Department of Physics, NCU
NOPAIN: A Method for Efficient Evaluation of Quantum Nonlocal Operators with Applications to Solids
Speaker
Dr. Ying-Chih Chen
Physics Department, McGill University
Date 2019.02.21 (Thur)
Time 14:00-16:00
Place S4-208I (Center for Mathematics and Theoretical Physics)
Abstract:
The computation efficiency of numerical atomic orbitals (NAOs) is high due to its localized property, i.e., the orbital spatial value is strictly zero beyond a given radius cutoff. If two NAOs do not spatially overlap, the matrix element of any local operator is zero. This makes NAOs attractive for the research of order-N methods, for which the computational scaling is linear with the basis size N. However, the matrix element of a nonlocal operator is not always zero if two NAOs do not spatially overlap.
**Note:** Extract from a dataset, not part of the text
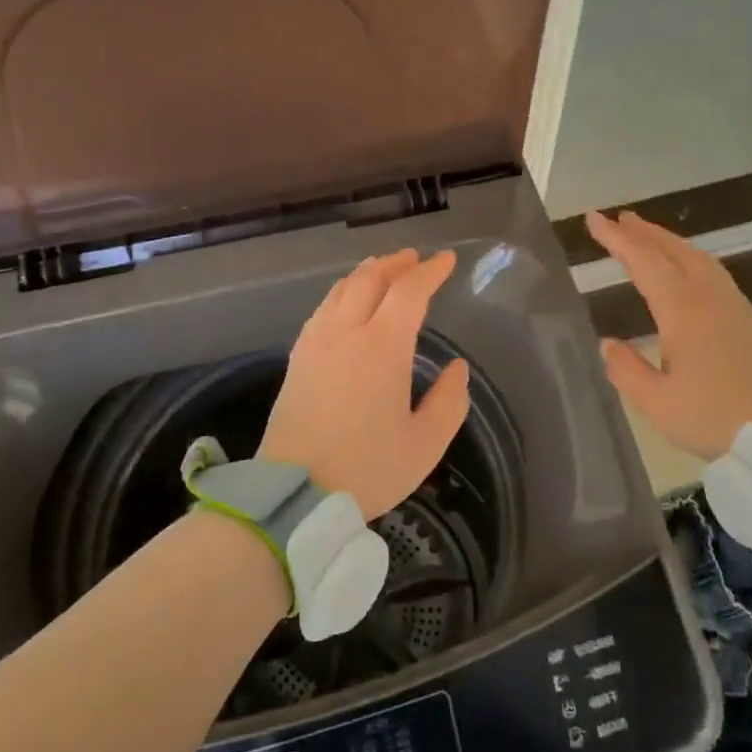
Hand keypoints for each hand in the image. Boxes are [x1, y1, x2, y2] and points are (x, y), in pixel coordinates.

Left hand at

Thus all matrix elements should be calculated to ensure accuracy. While this is not a problem for isolated systems like molecules, an artificial distance truncation is usually applied for periodic systems. The artificial distance truncation assumes that if the distance between two atoms is larger than a manually defined distance, the corresponding matrix element is zero. This assumption is in general not true since the Coulomb operator, as well as many other nonlocal operators, are long-range. Its spatial interaction strength decays slowly and such approximation degrades accuracy.
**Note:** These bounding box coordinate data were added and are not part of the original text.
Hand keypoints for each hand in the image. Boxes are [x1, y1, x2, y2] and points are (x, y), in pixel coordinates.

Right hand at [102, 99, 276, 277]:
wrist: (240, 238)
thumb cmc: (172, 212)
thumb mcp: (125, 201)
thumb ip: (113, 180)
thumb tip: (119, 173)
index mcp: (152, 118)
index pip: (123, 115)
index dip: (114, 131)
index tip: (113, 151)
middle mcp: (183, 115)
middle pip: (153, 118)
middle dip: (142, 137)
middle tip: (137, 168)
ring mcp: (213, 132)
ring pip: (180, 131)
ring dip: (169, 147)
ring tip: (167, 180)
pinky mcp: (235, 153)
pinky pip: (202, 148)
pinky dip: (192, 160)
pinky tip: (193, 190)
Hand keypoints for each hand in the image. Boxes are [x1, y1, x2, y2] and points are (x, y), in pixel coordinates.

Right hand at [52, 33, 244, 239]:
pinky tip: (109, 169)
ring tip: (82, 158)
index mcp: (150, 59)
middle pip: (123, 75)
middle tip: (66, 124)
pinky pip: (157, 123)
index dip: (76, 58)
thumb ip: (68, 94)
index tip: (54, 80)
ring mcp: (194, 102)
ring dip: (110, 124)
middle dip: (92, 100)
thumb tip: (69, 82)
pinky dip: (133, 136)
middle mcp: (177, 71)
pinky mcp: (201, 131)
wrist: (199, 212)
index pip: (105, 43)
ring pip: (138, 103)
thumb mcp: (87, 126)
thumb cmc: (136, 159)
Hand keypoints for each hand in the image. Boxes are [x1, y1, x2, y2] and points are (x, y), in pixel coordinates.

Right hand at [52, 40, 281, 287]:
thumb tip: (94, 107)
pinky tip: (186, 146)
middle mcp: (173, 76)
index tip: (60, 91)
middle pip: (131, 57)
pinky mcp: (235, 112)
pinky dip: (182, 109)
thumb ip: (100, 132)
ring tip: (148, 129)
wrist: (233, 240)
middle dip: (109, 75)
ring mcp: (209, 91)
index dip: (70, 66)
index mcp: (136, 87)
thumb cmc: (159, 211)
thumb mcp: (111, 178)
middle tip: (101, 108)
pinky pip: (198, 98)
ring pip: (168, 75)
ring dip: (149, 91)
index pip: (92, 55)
We solved this problem by developing a novel method which combines plane waves (PWs) and NAOs to efficiently evaluate nonlocal operators under periodic boundary conditions. Our method is denoted as NOPAIN (Nonlocal Operators with Plane wAves Integrated into Numerical atomic orbitals). Nonlocal operators are first expanded using PWs and then transformed to an NAO representation so that the problem of distance-truncation is avoided. In the meantime, the computation complexity is reduced due to NAO basis sets, thus makes this method applicable to large systems. The general formalism has been implemented in the RESCU package, a MATLAB-based density-functional theory (DFT) software, within the hybrid functional approach where the nonlocal operator is the (short-range) Fock exchange. Comparison of electronic structures of a wide range of semiconductors to a pure PW scheme validates the accuracy of NOPAIN. Furthermore, we applied our method to two realistic systems which require the hybrid-functional to accurately calculate the band gap and the band alignment. Both systems contain hundreds to a thousand atoms in the supercell which could hardly be investigated at the hybrid-functional level before even using supercomputers.